== Dataset
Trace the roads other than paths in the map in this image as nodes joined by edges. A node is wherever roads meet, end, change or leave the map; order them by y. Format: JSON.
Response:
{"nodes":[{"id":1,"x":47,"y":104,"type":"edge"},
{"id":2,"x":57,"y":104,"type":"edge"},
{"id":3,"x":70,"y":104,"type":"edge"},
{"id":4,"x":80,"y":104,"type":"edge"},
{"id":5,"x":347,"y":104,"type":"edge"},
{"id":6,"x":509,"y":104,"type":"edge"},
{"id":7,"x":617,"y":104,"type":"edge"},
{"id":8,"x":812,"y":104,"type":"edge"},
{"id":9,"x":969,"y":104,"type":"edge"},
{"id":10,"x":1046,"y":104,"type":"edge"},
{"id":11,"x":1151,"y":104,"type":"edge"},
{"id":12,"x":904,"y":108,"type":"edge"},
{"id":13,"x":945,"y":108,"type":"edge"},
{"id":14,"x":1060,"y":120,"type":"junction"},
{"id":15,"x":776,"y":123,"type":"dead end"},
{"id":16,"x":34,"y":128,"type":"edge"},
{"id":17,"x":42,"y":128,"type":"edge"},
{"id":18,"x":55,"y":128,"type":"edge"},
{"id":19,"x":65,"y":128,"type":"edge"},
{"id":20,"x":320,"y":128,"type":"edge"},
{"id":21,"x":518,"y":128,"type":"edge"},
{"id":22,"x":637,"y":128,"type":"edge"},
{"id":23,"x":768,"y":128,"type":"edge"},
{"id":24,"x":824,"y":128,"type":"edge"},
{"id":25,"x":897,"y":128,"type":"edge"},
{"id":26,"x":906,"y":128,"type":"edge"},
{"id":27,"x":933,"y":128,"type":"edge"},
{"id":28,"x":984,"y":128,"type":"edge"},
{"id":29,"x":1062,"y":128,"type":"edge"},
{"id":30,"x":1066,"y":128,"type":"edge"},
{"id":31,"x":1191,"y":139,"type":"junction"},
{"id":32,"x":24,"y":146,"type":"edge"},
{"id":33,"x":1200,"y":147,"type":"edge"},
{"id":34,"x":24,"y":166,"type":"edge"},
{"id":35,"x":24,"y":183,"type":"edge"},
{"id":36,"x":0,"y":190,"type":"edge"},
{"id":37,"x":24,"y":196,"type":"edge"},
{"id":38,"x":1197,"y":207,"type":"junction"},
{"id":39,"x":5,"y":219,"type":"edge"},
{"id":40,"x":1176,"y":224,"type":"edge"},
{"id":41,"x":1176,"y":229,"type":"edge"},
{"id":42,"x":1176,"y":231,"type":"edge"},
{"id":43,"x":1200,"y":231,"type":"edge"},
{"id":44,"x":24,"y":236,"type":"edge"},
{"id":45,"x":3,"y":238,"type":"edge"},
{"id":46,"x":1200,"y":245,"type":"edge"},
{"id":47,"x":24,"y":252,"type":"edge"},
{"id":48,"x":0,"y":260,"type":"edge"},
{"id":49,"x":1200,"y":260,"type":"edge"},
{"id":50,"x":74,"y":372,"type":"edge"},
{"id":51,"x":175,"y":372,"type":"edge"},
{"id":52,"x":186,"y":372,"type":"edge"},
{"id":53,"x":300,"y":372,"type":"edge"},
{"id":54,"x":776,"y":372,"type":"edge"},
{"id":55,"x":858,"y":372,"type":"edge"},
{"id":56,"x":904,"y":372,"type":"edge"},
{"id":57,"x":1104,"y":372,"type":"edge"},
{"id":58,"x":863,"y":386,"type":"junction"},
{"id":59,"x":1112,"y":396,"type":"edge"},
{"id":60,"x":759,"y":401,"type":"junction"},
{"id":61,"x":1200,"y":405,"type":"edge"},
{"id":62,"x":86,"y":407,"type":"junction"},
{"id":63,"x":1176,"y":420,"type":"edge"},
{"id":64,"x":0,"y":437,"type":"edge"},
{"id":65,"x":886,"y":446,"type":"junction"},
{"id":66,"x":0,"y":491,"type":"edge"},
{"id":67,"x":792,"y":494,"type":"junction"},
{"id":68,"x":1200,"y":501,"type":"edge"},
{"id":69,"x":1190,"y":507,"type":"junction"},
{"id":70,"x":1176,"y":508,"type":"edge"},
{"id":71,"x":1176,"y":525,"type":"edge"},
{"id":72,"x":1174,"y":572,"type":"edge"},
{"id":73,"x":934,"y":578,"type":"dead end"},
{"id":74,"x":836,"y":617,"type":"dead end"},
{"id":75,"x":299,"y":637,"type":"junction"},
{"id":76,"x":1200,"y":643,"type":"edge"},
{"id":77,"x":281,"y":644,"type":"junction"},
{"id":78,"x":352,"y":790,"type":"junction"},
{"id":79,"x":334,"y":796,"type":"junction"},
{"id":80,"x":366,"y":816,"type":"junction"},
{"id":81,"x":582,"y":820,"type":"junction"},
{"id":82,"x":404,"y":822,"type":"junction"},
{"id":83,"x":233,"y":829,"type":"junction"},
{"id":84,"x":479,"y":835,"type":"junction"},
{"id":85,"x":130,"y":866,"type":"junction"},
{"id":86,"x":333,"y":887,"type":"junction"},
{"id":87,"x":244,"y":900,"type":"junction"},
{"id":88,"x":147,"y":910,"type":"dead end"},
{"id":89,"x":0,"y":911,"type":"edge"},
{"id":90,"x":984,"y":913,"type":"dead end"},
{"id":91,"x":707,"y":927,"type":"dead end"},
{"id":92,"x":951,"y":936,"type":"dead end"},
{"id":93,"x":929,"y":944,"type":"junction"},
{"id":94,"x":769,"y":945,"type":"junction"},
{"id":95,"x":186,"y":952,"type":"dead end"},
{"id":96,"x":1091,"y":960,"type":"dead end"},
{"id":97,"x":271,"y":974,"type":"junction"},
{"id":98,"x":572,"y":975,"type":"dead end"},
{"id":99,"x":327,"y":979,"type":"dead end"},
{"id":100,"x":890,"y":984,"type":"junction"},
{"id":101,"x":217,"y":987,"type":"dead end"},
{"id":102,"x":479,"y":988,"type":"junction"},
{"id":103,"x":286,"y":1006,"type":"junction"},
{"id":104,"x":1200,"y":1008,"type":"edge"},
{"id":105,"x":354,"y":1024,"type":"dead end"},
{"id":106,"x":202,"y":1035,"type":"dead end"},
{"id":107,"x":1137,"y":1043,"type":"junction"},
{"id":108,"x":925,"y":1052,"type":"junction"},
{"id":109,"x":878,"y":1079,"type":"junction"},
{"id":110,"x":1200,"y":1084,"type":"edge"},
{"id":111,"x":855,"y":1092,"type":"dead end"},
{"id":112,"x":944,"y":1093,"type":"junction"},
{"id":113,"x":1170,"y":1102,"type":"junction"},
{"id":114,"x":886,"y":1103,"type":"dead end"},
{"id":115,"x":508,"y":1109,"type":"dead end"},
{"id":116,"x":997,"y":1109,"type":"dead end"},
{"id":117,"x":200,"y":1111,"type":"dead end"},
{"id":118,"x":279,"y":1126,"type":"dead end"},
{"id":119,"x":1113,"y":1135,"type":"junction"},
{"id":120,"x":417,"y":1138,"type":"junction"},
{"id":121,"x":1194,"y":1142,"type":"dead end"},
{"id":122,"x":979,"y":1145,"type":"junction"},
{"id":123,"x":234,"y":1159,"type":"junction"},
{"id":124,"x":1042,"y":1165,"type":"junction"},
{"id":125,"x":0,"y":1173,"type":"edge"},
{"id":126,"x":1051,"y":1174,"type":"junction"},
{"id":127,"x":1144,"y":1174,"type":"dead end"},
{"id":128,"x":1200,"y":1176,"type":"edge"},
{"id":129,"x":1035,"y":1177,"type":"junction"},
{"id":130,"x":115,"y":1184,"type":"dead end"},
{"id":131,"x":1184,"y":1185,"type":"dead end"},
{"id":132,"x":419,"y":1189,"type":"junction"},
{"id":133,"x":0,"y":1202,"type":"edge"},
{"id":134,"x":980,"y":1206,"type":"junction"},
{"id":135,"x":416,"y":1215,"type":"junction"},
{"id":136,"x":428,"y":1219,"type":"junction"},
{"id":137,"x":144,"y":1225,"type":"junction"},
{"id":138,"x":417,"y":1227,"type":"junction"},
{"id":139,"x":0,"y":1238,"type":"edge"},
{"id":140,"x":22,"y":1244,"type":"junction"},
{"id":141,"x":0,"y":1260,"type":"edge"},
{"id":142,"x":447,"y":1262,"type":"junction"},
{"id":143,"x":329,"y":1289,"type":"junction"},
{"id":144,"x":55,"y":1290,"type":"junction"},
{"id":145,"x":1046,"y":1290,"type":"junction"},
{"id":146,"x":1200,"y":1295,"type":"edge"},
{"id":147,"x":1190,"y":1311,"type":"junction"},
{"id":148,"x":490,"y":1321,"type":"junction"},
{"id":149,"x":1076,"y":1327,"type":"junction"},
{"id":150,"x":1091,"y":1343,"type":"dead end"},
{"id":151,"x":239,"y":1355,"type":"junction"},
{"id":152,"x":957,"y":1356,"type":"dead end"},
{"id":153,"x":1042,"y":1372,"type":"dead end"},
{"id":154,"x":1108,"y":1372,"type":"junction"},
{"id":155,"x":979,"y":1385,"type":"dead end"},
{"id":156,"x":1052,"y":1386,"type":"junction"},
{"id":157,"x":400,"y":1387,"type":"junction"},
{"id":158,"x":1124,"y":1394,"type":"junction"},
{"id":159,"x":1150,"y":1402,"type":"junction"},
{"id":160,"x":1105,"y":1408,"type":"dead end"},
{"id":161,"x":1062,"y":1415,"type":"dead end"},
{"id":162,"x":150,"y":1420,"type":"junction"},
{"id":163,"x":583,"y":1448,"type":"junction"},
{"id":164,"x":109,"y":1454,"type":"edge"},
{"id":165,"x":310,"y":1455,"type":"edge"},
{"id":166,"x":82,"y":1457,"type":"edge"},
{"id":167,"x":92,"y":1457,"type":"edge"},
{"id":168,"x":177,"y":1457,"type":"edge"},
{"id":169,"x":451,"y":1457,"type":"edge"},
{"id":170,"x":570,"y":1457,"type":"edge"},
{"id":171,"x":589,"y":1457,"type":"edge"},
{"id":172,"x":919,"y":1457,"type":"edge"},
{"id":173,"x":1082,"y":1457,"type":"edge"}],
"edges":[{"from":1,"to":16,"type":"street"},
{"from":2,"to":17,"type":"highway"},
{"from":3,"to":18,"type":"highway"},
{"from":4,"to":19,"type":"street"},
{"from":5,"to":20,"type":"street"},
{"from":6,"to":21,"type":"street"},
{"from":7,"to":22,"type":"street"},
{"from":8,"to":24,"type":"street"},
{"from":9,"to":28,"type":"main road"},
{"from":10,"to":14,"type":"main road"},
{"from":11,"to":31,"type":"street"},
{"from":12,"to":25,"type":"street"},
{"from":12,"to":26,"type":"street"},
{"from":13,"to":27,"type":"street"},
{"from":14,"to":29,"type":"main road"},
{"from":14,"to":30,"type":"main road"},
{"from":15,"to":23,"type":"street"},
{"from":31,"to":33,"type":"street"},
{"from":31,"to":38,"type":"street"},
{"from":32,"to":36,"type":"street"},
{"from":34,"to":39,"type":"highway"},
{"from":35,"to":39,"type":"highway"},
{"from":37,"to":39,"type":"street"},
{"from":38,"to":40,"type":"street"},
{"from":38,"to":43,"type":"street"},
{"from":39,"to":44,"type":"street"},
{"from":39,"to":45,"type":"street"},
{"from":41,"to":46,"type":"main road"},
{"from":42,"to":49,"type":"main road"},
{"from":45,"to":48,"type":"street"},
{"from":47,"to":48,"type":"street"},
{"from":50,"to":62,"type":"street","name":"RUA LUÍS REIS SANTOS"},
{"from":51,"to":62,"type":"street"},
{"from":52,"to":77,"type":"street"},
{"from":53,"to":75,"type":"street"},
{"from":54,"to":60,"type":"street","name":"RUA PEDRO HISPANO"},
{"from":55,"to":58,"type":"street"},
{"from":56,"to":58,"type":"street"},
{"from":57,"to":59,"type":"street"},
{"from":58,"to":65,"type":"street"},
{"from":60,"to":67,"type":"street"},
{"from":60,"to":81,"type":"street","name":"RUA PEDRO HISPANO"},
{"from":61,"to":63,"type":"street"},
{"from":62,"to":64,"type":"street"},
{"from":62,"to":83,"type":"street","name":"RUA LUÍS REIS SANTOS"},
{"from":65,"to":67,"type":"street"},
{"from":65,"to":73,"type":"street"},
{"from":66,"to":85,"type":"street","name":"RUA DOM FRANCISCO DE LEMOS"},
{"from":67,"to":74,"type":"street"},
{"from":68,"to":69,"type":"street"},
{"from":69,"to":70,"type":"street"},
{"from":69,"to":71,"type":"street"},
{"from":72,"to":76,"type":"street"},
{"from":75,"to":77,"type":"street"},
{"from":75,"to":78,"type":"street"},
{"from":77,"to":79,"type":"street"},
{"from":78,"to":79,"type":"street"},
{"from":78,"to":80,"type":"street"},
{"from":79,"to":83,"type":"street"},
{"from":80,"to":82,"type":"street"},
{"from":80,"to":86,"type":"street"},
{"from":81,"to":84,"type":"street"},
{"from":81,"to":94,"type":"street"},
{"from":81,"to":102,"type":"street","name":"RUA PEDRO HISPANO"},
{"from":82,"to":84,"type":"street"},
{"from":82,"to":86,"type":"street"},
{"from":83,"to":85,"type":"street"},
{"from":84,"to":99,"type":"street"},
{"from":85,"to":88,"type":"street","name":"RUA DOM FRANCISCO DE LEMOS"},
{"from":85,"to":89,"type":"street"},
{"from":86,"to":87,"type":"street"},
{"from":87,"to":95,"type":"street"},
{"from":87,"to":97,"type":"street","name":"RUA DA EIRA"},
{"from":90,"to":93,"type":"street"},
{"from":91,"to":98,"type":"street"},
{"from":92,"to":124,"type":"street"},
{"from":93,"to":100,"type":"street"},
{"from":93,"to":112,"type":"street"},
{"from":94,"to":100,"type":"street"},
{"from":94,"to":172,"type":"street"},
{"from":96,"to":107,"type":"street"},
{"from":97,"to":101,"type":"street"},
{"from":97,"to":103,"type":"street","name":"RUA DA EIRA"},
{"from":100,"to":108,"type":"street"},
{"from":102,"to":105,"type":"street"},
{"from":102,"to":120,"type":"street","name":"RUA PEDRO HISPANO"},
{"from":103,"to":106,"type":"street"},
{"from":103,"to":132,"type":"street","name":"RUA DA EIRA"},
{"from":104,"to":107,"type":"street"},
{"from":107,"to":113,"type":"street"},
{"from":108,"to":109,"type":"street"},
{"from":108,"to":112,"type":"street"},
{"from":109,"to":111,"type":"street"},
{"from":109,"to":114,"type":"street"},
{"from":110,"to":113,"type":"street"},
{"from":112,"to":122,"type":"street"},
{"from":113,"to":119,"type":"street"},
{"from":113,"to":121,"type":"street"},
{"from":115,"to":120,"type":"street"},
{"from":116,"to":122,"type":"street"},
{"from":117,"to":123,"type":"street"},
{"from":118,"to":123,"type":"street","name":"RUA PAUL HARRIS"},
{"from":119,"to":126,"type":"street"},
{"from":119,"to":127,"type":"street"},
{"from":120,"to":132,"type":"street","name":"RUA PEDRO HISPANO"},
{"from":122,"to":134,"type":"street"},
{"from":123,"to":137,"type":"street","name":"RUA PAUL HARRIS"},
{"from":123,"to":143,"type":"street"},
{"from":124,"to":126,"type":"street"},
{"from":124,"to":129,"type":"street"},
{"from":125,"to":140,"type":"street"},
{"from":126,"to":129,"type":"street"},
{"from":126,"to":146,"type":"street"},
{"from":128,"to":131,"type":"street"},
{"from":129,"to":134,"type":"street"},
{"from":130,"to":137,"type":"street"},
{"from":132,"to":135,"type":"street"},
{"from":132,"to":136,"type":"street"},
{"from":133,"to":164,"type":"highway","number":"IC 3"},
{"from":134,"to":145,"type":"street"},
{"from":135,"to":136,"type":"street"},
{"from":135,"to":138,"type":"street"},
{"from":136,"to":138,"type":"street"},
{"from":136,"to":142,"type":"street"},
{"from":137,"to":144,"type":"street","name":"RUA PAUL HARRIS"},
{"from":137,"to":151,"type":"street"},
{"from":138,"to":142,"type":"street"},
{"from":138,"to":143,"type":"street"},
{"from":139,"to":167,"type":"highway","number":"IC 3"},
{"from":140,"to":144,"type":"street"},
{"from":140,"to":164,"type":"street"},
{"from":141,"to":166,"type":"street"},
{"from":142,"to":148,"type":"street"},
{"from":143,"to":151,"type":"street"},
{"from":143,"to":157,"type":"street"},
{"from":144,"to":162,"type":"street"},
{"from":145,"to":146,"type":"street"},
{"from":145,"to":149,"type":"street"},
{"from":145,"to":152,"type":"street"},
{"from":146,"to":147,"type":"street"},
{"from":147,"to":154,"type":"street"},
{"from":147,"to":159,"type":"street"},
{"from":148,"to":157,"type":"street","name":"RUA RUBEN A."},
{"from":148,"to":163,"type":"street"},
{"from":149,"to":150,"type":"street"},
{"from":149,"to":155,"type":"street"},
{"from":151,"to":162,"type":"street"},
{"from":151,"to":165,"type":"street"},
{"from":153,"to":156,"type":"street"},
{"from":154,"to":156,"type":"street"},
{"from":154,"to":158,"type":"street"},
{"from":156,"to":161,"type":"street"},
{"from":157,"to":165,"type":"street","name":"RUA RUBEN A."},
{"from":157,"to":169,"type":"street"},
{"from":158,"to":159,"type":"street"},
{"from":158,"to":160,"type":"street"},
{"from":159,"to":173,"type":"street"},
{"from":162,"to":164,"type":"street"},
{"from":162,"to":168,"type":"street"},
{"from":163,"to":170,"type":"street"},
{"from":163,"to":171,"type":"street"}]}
====
(Requirement) Scan the records for the word "SANTOS", and copy each line where it is found.

(Result of the task)
{"from":50,"to":62,"type":"street","name":"RUA LUÍS REIS SANTOS"},
{"from":62,"to":83,"type":"street","name":"RUA LUÍS REIS SANTOS"},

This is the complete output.